Basket Sharing| How do vehicles in autonomous driving use point cloud positioning?

Lidar sensors are capable of acquiring point cloud data of objects in rich, dense and precise three-dimensional space, which can help autonomous vehicles achieve positioning and tracking of obstacles, and lidar will also become the core sensor for achieving fully autonomous driving. This article will mainly introduce the latest research of 3D lidar in the field of automatic driving positioning, and analyze the effect of various methods of positioning.

introduce

The positioning of autonomous driving means being able to find the location and direction of the vehicle in a map. The map here is also taken using only lidar, using a laser beam to acquire the measured distance and produce point cloud data, where each point represents the coordinates of the surface (XYZ) of the object acquired by the sensor. The high-precision map based on point cloud can be built offline by lidar scanning, and the closed-loop construction map can also be realized by the odometer during navigation, which is the SLAM system.

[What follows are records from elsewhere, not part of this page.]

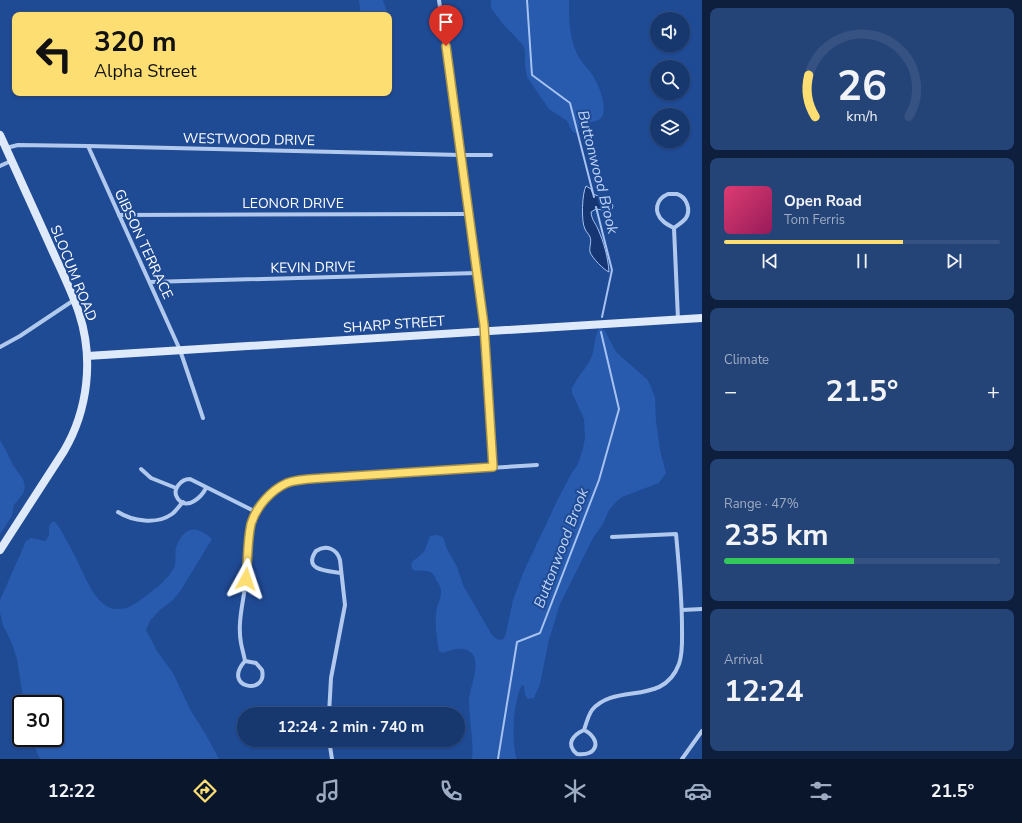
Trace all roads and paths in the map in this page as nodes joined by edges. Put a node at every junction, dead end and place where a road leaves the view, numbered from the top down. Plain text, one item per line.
1 (439, 0) edge
2 (0, 135) edge
3 (88, 146) junction
4 (6, 148) junction
5 (461, 155) junction
6 (492, 155) dead end
7 (11, 161) junction
8 (0, 166) edge
9 (468, 214) junction
10 (119, 215) junction
11 (674, 228) junction
12 (477, 273) junction
13 (150, 282) junction
14 (74, 300) junction
15 (702, 318) edge
16 (678, 319) junction
17 (484, 331) junction
18 (0, 347) edge
19 (180, 350) junction
20 (87, 356) junction
21 (203, 418) dead end
22 (537, 465) dead end
23 (493, 467) junction
24 (141, 469) dead end
25 (176, 488) junction
26 (206, 488) junction
27 (183, 502) junction
28 (118, 512) dead end
29 (256, 512) junction
30 (612, 537) dead end
31 (0, 550) edge
32 (341, 574) junction
33 (702, 609) edge
34 (682, 610) junction
35 (245, 661) junction
36 (329, 707) edge
37 (584, 730) junction
38 (702, 731) edge
39 (330, 747) edge
40 (332, 759) edge
41 (682, 759) edge

1 - 5 street
2 - 4 street, SLOCUM ROAD
3 - 4 street, WESTWOOD DRIVE
3 - 5 street, WESTWOOD DRIVE
3 - 10 street, GIBSON TERRACE
4 - 7 street, SLOCUM ROAD
5 - 6 street, WESTWOOD DRIVE
5 - 9 street
7 - 8 street
7 - 14 street, SLOCUM ROAD
9 - 10 street, LEONOR DRIVE
9 - 12 street
10 - 13 street, GIBSON TERRACE
11 - 11 street
11 - 16 street
12 - 13 street, KEVIN DRIVE
12 - 17 street
13 - 19 street, GIBSON TERRACE
14 - 18 street
14 - 20 street, SLOCUM ROAD
15 - 16 street, SHARP STREET
16 - 17 street, SHARP STREET
17 - 19 street, SHARP STREET
17 - 23 street
19 - 20 street, SHARP STREET
19 - 21 street, GIBSON TERRACE
20 - 31 street, SLOCUM ROAD
22 - 23 street
23 - 29 street
24 - 25 street
25 - 26 street
25 - 27 street
26 - 27 street
26 - 29 street
27 - 28 street
29 - 35 street
30 - 34 street
32 - 32 street
32 - 36 street
33 - 34 street
34 - 37 street
35 - 35 street
37 - 37 street
38 - 41 street
39 - 40 street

Here first analyze the advantages and disadvantages of using lidar's point cloud data as a positioning, compared to images or other sensors.

Basket Sharing| How do vehicles in autonomous driving use point cloud positioning?

(Image from the Internet)

Lidar data can obtain richer and more accurate spatial information, which also makes the vehicle more advantageous in positioning.

Due to the continuous decline of lidar data, this makes sensors easier for the public to use and research, and it is gradually becoming accepted for automakers.

However, the use of 3D lidar as a positioning device usually has some problems, due to the huge amount of lidars data, so it is necessary to quickly process the output and ensure the real-time performance of the system, so ensuring the real-time positioning of the vehicle has certain challenges and difficulties. Therefore, it is often necessary to use downsampling or feature point extraction to efficiently simplify point cloud information.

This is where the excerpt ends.